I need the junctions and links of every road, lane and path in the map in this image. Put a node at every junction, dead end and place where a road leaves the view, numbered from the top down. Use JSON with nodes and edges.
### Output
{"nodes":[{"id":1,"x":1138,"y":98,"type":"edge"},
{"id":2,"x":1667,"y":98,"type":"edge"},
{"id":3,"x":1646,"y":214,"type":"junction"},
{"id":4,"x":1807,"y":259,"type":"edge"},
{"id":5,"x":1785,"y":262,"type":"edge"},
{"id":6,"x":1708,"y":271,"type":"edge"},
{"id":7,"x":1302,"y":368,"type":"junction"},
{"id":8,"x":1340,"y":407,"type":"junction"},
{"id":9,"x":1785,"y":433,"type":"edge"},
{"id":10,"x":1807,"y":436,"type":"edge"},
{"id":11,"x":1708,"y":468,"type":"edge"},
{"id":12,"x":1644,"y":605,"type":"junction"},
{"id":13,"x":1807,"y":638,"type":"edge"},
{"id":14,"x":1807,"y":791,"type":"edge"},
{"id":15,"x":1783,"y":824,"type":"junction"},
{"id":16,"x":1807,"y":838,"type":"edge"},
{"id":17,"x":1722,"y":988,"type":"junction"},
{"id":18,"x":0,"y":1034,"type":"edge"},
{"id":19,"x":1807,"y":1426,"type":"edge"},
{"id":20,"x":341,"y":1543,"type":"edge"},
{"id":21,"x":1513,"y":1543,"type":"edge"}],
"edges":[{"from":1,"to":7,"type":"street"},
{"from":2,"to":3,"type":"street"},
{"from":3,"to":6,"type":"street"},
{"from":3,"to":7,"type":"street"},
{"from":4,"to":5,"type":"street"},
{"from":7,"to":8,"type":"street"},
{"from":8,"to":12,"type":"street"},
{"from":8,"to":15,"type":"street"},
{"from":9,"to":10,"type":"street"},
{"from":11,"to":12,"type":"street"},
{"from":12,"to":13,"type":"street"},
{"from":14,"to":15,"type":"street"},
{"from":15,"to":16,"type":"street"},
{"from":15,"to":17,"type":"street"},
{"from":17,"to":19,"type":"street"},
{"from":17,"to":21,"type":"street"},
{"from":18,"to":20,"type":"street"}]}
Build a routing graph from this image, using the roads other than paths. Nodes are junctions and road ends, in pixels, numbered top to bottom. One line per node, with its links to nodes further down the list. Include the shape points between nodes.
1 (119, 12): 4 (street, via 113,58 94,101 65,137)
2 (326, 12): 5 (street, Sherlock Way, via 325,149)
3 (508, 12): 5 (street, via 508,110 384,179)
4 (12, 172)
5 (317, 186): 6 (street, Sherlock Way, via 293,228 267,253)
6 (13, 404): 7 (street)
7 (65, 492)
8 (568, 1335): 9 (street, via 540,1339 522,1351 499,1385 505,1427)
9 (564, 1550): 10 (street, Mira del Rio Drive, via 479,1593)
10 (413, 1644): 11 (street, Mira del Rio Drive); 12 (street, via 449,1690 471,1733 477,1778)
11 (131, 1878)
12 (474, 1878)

● WORK INSTRUCTION:
Each line of the listing is to be repeated without alteration.

● REPLY TO THE TASK:
I need the junctions and links of every road, lane and path in the map in this image. Put a node at every junction, dead end and place where a road leaves the view, numbered from the top down. Use JSON with nodes and edges.
### Output
{"nodes":[{"id":1,"x":1138,"y":98,"type":"edge"},
{"id":2,"x":1667,"y":98,"type":"edge"},
{"id":3,"x":1646,"y":214,"type":"junction"},
{"id":4,"x":1807,"y":259,"type":"edge"},
{"id":5,"x":1785,"y":262,"type":"edge"},
{"id":6,"x":1708,"y":271,"type":"edge"},
{"id":7,"x":1302,"y":368,"type":"junction"},
{"id":8,"x":1340,"y":407,"type":"junction"},
{"id":9,"x":1785,"y":433,"type":"edge"},
{"id":10,"x":1807,"y":436,"type":"edge"},
{"id":11,"x":1708,"y":468,"type":"edge"},
{"id":12,"x":1644,"y":605,"type":"junction"},
{"id":13,"x":1807,"y":638,"type":"edge"},
{"id":14,"x":1807,"y":791,"type":"edge"},
{"id":15,"x":1783,"y":824,"type":"junction"},
{"id":16,"x":1807,"y":838,"type":"edge"},
{"id":17,"x":1722,"y":988,"type":"junction"},
{"id":18,"x":0,"y":1034,"type":"edge"},
{"id":19,"x":1807,"y":1426,"type":"edge"},
{"id":20,"x":341,"y":1543,"type":"edge"},
{"id":21,"x":1513,"y":1543,"type":"edge"}],
"edges":[{"from":1,"to":7,"type":"street"},
{"from":2,"to":3,"type":"street"},
{"from":3,"to":6,"type":"street"},
{"from":3,"to":7,"type":"street"},
{"from":4,"to":5,"type":"street"},
{"from":7,"to":8,"type":"street"},
{"from":8,"to":12,"type":"street"},
{"from":8,"to":15,"type":"street"},
{"from":9,"to":10,"type":"street"},
{"from":11,"to":12,"type":"street"},
{"from":12,"to":13,"type":"street"},
{"from":14,"to":15,"type":"street"},
{"from":15,"to":16,"type":"street"},
{"from":15,"to":17,"type":"street"},
{"from":17,"to":19,"type":"street"},
{"from":17,"to":21,"type":"street"},
{"from":18,"to":20,"type":"street"}]}
Build a routing graph from this image, using the roads other than paths. Nodes are junctions and road ends, in pixels, numbered top to bottom. One line per node, with its links to nodes further down the list. Include the shape points between nodes.
1 (119, 12): 4 (street, via 113,58 94,101 65,137)
2 (326, 12): 5 (street, Sherlock Way, via 325,149)
3 (508, 12): 5 (street, via 508,110 384,179)
4 (12, 172)
5 (317, 186): 6 (street, Sherlock Way, via 293,228 267,253)
6 (13, 404): 7 (street)
7 (65, 492)
8 (568, 1335): 9 (street, via 540,1339 522,1351 499,1385 505,1427)
9 (564, 1550): 10 (street, Mira del Rio Drive, via 479,1593)
10 (413, 1644): 11 (street, Mira del Rio Drive); 12 (street, via 449,1690 471,1733 477,1778)
11 (131, 1878)
12 (474, 1878)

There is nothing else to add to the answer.